ケモノとバケモノ3
side:ヴィルト
俺は、自分が1番大事だし、身を挺してまで誰かの為に動く気にはなれない。
それも今回の相手は、人を食らう様なモンスターだ、危険だし関わりたくも無い。
ベンとケビン、それにハンスとだって、まだ友達と呼べるほど時間を共有していない。
誘われてはいたが、断ってしまったので、仲間ですらない。
偶々同じ場所で汗水を流して働き、偶々気が合い、偶々仕事終わりに飲んで騒いだだけの関係だ。
アイツ等がやられた時だって、薄情だと思われようが、敵討ちをする気すら起きなかった。
そんなのは、ガラじゃ無いしな。
だけど、死に際に託された想いくらいは聞いてやるつもりだった。
ガキなんか嫁に貰うつもりは無いが、助けた後は、ユーリオンに任せりゃ何とかなると思ってた。

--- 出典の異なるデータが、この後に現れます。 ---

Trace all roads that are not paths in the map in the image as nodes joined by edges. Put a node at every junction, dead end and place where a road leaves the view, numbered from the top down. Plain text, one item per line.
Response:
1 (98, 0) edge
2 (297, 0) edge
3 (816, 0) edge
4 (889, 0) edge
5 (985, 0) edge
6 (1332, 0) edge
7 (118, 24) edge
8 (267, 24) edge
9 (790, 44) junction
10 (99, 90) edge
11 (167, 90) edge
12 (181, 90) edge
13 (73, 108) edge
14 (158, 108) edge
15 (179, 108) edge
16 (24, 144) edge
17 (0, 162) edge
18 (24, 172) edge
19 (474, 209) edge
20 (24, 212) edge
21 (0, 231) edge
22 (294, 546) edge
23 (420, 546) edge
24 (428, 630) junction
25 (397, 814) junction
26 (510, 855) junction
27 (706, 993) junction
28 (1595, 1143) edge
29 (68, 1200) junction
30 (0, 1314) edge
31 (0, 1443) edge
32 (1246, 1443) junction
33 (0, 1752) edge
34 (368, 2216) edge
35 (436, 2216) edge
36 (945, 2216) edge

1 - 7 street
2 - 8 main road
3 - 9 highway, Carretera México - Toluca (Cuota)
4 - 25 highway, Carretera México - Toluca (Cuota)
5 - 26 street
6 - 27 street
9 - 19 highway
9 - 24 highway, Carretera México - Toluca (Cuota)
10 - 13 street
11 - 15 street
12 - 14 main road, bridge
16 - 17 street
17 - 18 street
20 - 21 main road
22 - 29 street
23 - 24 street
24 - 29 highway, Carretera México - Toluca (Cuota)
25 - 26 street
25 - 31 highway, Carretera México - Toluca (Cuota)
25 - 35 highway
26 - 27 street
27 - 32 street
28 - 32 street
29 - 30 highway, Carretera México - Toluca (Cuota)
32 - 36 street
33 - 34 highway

だが、助けに来てみりゃ、もう、生存者はいないだって?
そりゃぁ、現実なんだ、都合良くいかない事だってあるだろう。
だとしても、この結果はあんまりじゃないか。
なら、3人の行動は無意味で無価値、無駄死にだったって言うのか?
ハッ、お陰様で思い出したよ、いや、思い知らされた、か。
前世の時から頑張ろうとした時、頑張った時、いつだって報われなかった事を。
死んで、異世界に生まれ変わろうが、本質は何も変わってないのかもしれない。
俺は世界が大嫌いだが、世界も相当俺が嫌いらしい。
瓦礫を殴り壊し、進んで行くと、クマよりでかい獣が、人の頭を転がして遊んでいやがる。
ああ、良かった。
こいつら相手なら問題なく使える。
だってもう、抑えが効かない程、殺したくて壊したくて仕方がない。
side:ユーリオン
ヴィルトは離れていろと言ってたけど、はいそうですかと、全て任せる訳にはいかない。
魔糸を編んで紐にし、紐を編んでロープとして外壁を登り、ピエリスと2人、観客席へと移動する。
もちろん、ただ観戦する為に登ってきたのではない。
いざという時に、直ぐに対処できるようにする為だ。
「アイツ1人で、本当に大丈夫なんですか?」
「結果を先に言うなら、99%ヴィルトが勝つよ」
「そんなに……残りの1%は?」
「敵が戦わず、即座に逃げる事を選択した場合かな」
「つまり、戦えば100%勝つと…ユーリオン様の言葉を疑う訳じゃ無いんですが」
ピエリスから、にわかには信じられないという気持ちが伝わってくる。
まあ、普段の様子からすれば、信じられないのも仕方がない。
「僕とヴィルト、戦えば、どっちが勝つと思う?」
「それは流石にユーリオン様では?」
「そうだね、喧嘩とかなら、多分僕が勝つと思う。
だけど、もしも、本気の殺し合いになったら、きっとヴィルトが勝つんだ。
まあ、死にたくないし、殺されるつもりも無いから、その時は全力で逃げるけどね」
余程信じられないのか、ピエリスが、先ほどよりも驚いた表情で見せてくる。
「アイツ、そんな凄い切り札を隠し持っていたんですね」
「切り札と言えば、そうなのかもしれないけど、できれば使ってほしく無かったよ」
ピエリスが、その意味を尋ねるより先に、戦いが始まった。